In a report, titled “Impact Analysis of the Modifications to the Commitment and Dispatch Rules of Units in Mexico” and released by the 21CPP earlier this month — an international nonprofit agency aimed at developing and supporting global power transformation for cleaner, safer and more efficient energy — three different scenarios are presented measuring the potential effects the bill’s passage would produce.

According to the third scenario, in which energy production is maximized at Mexico’s Federal Electricity Commission (CFE) plants and private production is relegated, the use of bunker oil would go from 266 million gallons a year in a base scenario to 3.219 billion gallons, an increase 1,109 percent.

In the second scenario, in which CFE plants and independent power producers (IPEs) have guaranteed minimum production levels, with remaining generation capacity subject to economic dispatch, the 21CCP predicted that the use of bunker oil would grow by 816 percent to 2.437 billion gallons annually.

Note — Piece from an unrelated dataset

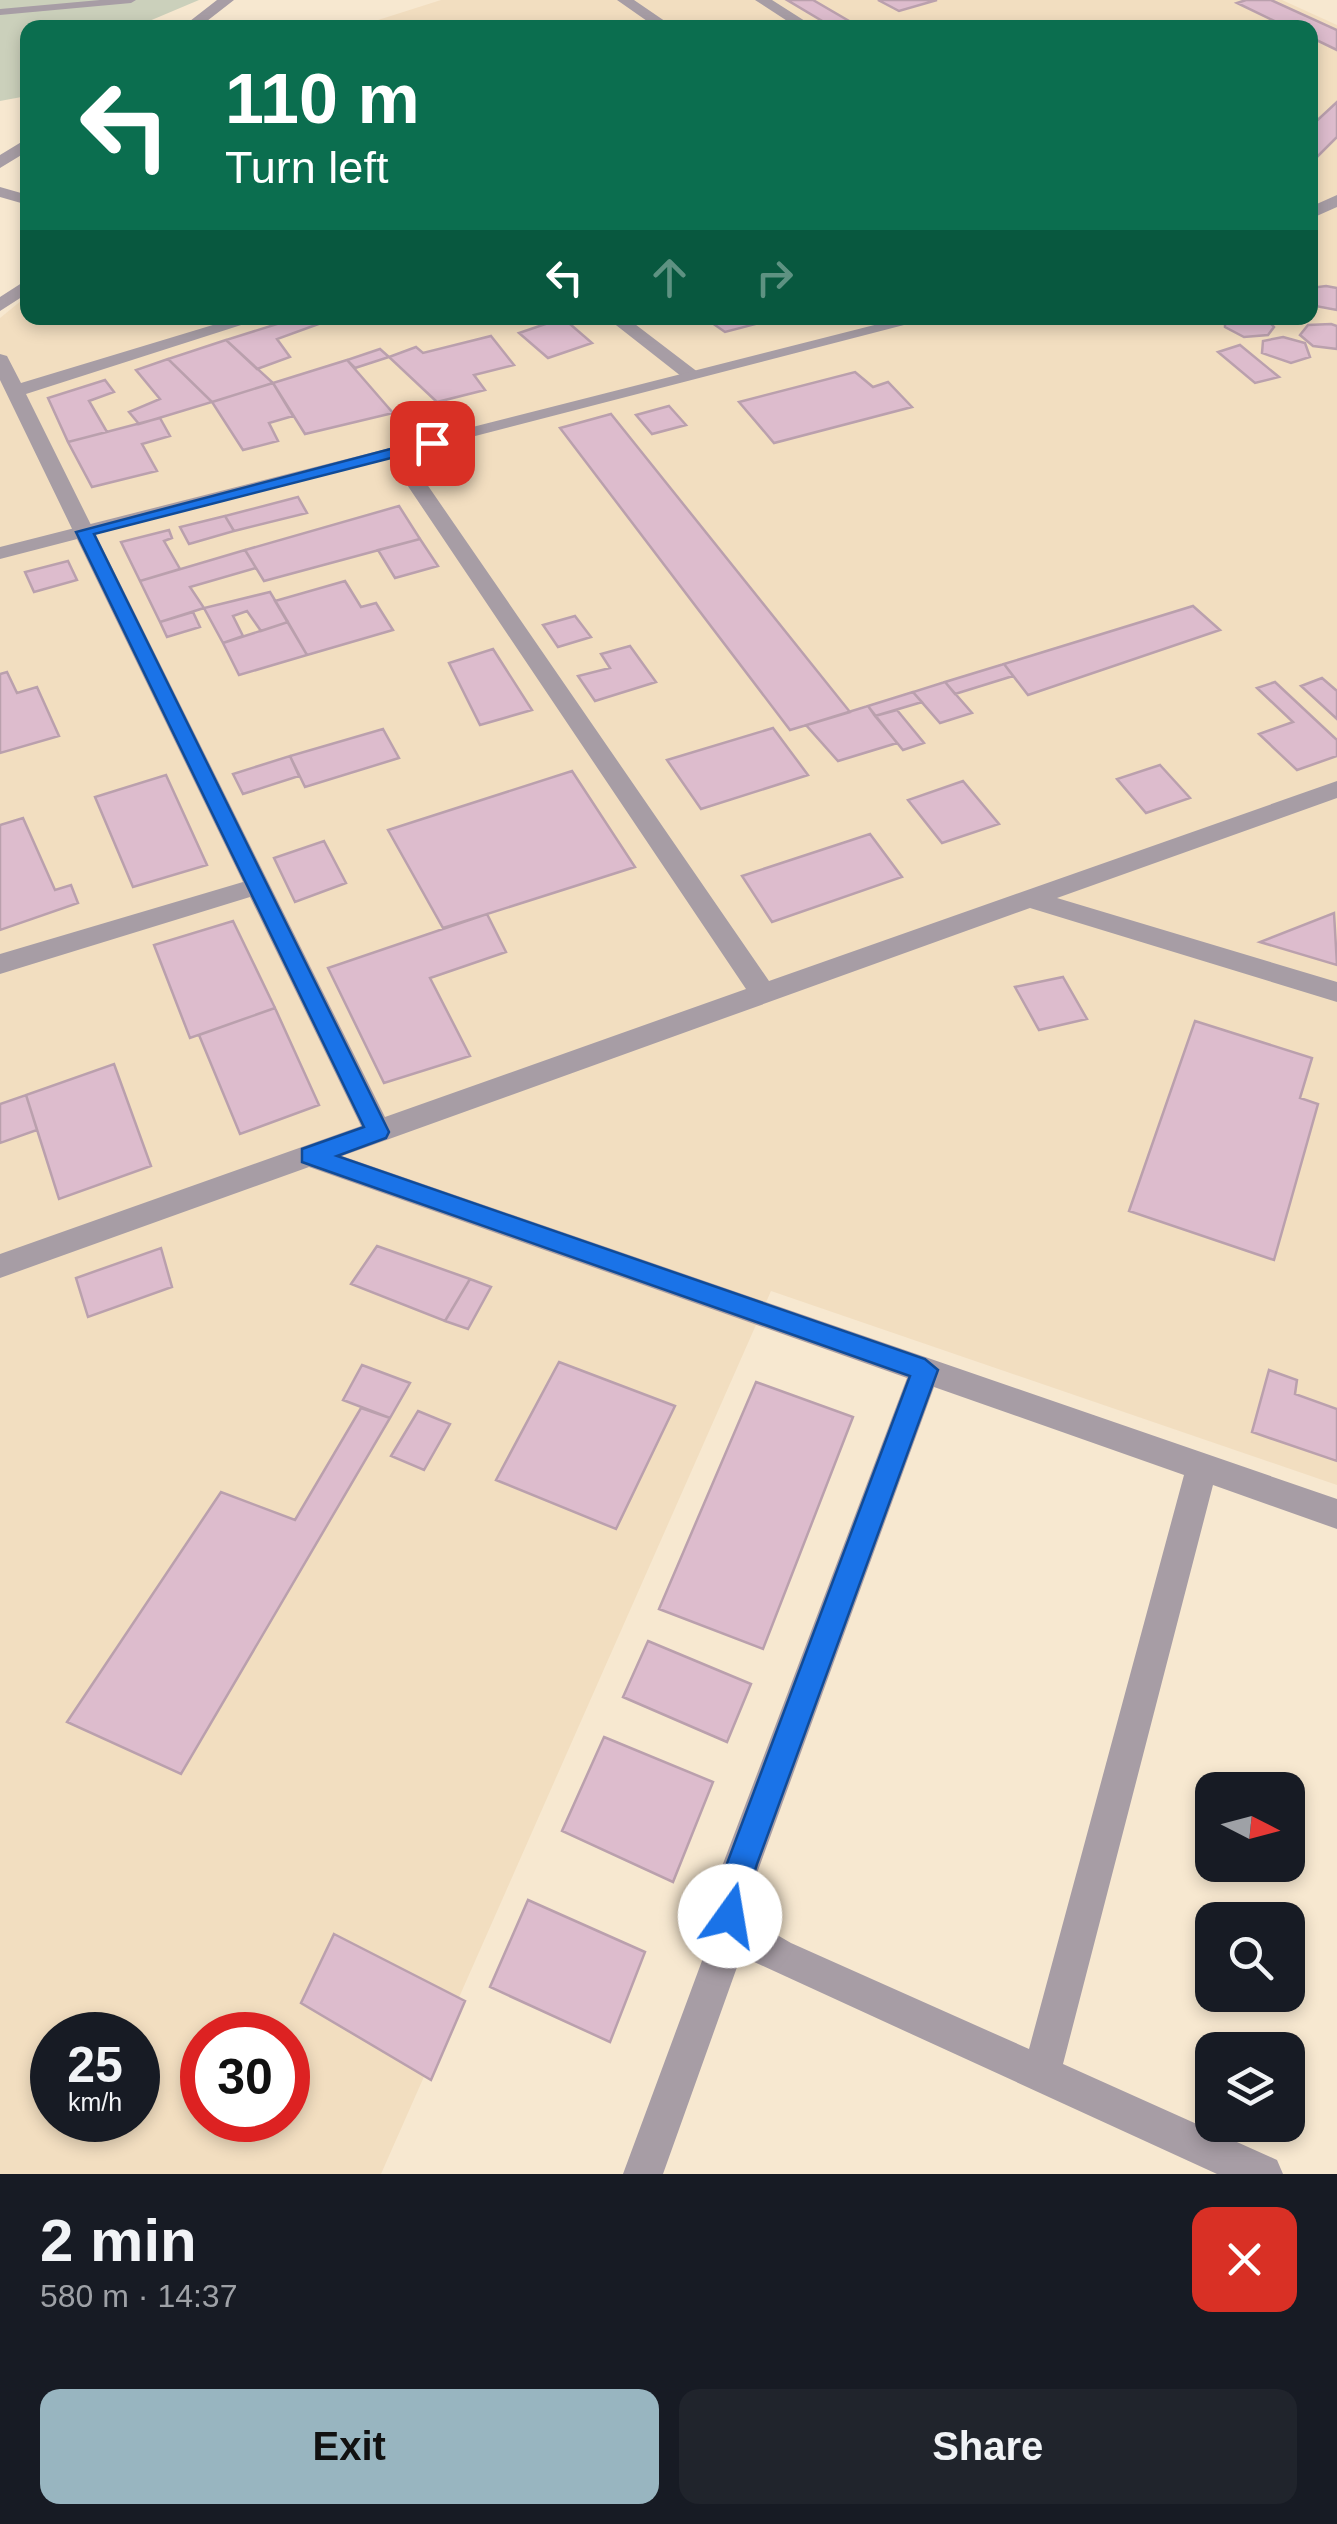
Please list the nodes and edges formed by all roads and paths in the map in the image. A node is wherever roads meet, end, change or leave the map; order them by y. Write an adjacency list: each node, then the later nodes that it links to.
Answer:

But in the first scenario, in which CFE plants have minimum production level assured, the increase would be 816 percent.

The problem with bunker oil, which is the the bottom-of-the-barrel dregs produced during the oil refining process, is that it is not only thick and inefficient for burning, but loaded with chemicals that produce noxious gases and fine particles that can harm human health and the environment, especially along highly trafficked areas.